RECORDS TO USE:
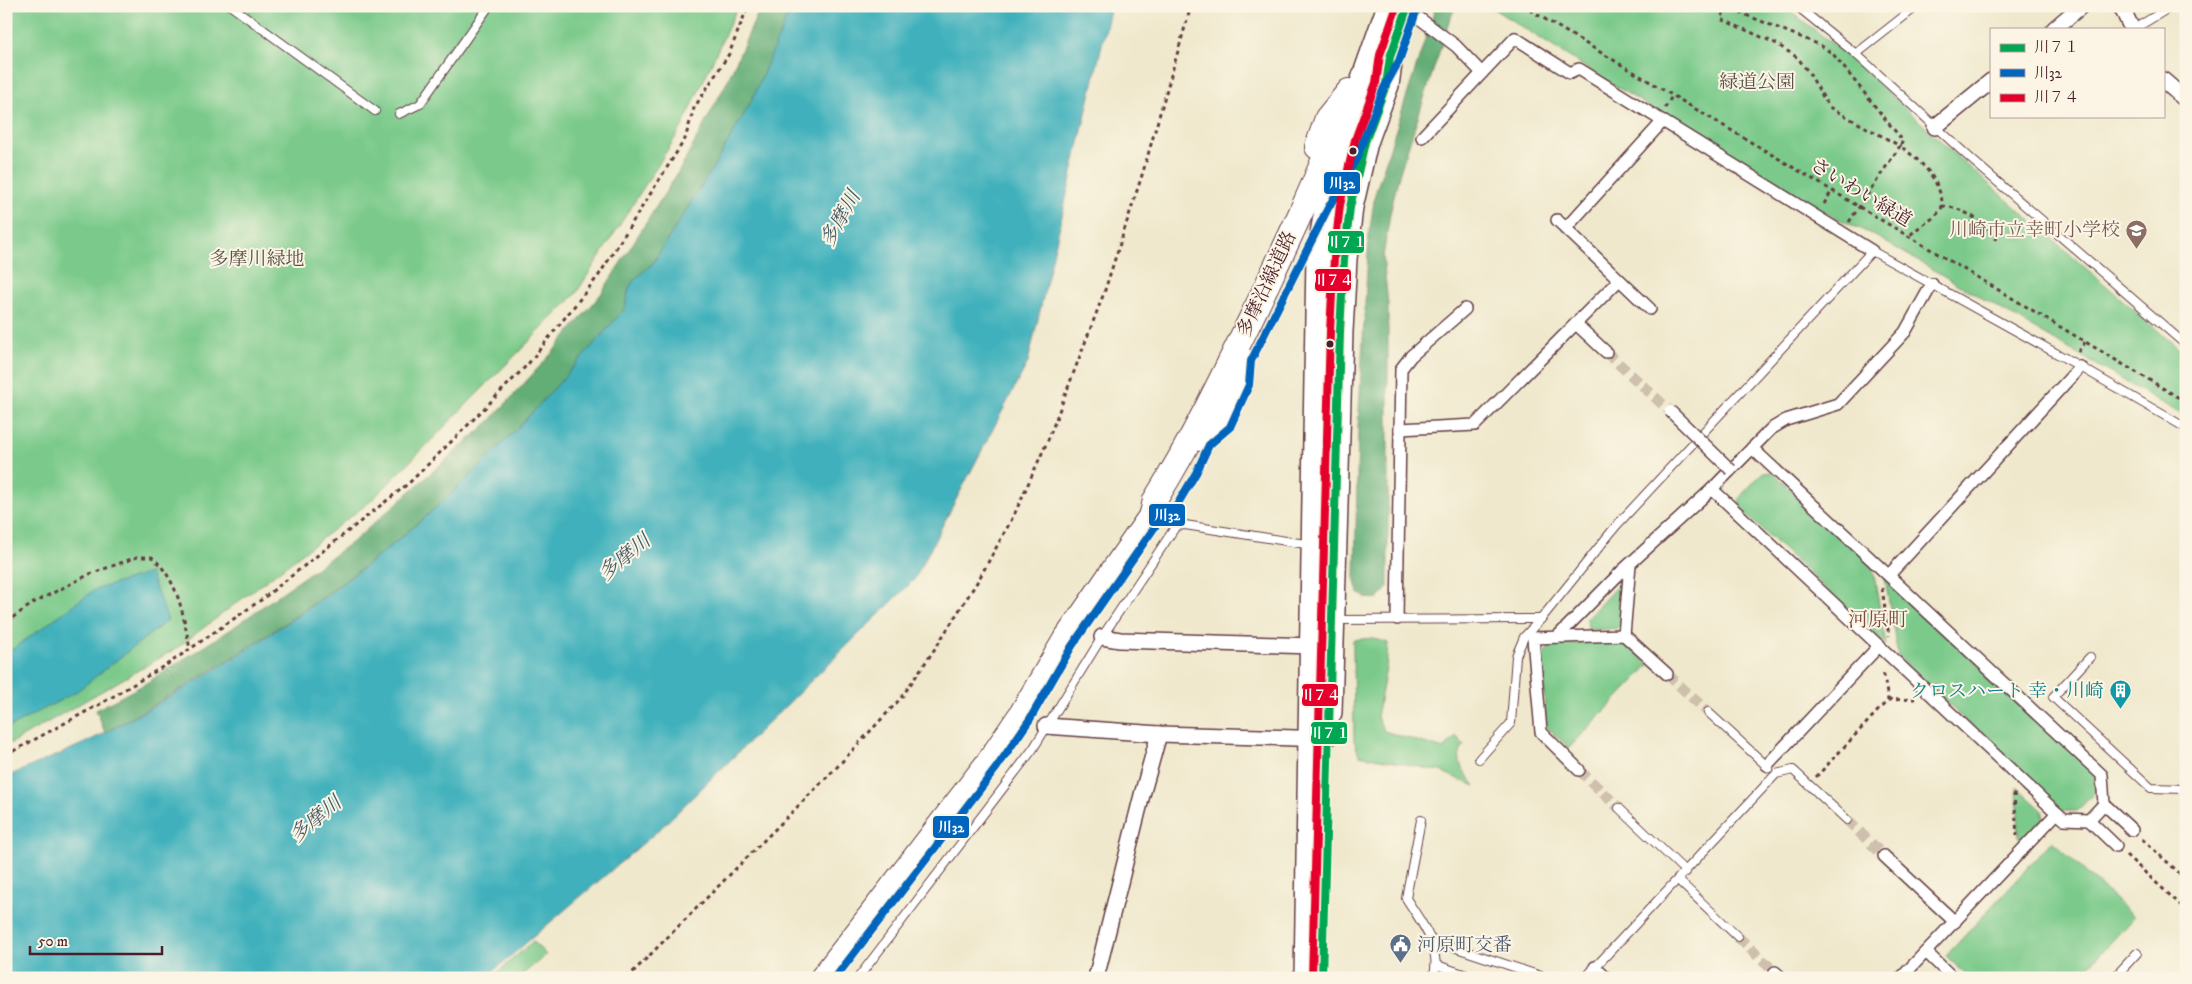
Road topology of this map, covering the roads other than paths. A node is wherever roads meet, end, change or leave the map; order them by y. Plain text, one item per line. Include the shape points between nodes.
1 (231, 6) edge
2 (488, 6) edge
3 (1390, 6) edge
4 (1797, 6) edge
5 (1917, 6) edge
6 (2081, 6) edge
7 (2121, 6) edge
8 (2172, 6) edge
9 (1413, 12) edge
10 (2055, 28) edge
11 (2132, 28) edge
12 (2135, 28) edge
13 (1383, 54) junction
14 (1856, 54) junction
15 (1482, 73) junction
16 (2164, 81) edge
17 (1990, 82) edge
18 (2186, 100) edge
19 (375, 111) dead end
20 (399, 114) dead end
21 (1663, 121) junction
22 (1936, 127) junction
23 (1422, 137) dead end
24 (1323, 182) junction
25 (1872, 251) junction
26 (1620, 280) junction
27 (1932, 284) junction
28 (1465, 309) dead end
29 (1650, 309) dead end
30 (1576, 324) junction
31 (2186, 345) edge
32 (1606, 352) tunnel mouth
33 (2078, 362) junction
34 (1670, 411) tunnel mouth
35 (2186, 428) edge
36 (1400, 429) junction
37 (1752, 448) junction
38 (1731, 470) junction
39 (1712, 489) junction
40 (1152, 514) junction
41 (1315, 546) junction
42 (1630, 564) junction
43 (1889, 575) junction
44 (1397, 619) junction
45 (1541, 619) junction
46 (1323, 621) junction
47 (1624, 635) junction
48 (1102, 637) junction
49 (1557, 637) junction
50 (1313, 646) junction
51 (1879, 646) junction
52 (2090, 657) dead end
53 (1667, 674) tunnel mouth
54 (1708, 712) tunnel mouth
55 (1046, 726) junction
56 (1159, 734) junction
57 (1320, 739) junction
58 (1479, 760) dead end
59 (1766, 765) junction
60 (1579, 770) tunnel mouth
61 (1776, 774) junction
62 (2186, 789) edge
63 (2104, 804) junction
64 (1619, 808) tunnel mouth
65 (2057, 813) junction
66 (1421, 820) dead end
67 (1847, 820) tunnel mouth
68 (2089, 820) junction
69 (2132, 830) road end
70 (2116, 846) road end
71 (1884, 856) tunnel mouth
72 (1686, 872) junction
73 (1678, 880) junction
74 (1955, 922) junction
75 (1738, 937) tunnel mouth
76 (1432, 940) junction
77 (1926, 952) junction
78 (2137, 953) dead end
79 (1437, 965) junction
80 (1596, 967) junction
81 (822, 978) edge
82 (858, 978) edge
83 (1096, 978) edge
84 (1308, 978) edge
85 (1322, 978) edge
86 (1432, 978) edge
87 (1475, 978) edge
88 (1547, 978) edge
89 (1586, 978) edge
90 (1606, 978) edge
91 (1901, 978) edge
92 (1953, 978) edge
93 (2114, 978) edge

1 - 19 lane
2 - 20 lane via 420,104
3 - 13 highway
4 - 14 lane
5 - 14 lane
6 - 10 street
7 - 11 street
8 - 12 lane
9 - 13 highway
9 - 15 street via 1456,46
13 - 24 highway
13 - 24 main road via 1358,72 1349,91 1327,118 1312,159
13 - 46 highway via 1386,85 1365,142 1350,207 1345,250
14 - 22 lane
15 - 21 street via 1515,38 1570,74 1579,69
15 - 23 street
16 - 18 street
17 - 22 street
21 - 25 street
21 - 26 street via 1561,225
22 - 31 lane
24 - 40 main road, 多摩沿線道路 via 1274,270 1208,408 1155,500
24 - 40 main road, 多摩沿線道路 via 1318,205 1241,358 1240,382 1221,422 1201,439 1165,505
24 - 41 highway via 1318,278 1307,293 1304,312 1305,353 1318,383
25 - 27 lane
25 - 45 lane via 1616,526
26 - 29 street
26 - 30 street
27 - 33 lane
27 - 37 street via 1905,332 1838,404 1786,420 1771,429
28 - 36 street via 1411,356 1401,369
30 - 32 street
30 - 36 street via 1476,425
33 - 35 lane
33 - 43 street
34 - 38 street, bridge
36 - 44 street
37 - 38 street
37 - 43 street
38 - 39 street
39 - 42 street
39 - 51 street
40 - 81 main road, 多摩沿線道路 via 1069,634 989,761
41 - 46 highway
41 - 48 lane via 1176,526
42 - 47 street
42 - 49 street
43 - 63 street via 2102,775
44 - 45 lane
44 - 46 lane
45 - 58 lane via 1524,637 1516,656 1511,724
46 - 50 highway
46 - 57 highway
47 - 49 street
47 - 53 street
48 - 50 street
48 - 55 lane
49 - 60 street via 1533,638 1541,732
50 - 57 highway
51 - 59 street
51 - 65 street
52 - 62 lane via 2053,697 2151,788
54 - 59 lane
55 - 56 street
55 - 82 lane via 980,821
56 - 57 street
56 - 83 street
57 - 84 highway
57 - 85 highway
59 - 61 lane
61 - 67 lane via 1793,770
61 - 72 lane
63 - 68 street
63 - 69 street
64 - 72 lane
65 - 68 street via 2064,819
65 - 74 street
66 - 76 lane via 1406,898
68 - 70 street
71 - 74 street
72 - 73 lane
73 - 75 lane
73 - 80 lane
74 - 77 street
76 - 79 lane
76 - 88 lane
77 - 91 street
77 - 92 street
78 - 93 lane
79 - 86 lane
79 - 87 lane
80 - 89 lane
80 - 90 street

AIM OF THE TASK: Take from the material every line that holds "dead".

PROBLEM SOLUTION:
19 (375, 111) dead end
20 (399, 114) dead end
23 (1422, 137) dead end
28 (1465, 309) dead end
29 (1650, 309) dead end
52 (2090, 657) dead end
58 (1479, 760) dead end
66 (1421, 820) dead end
78 (2137, 953) dead end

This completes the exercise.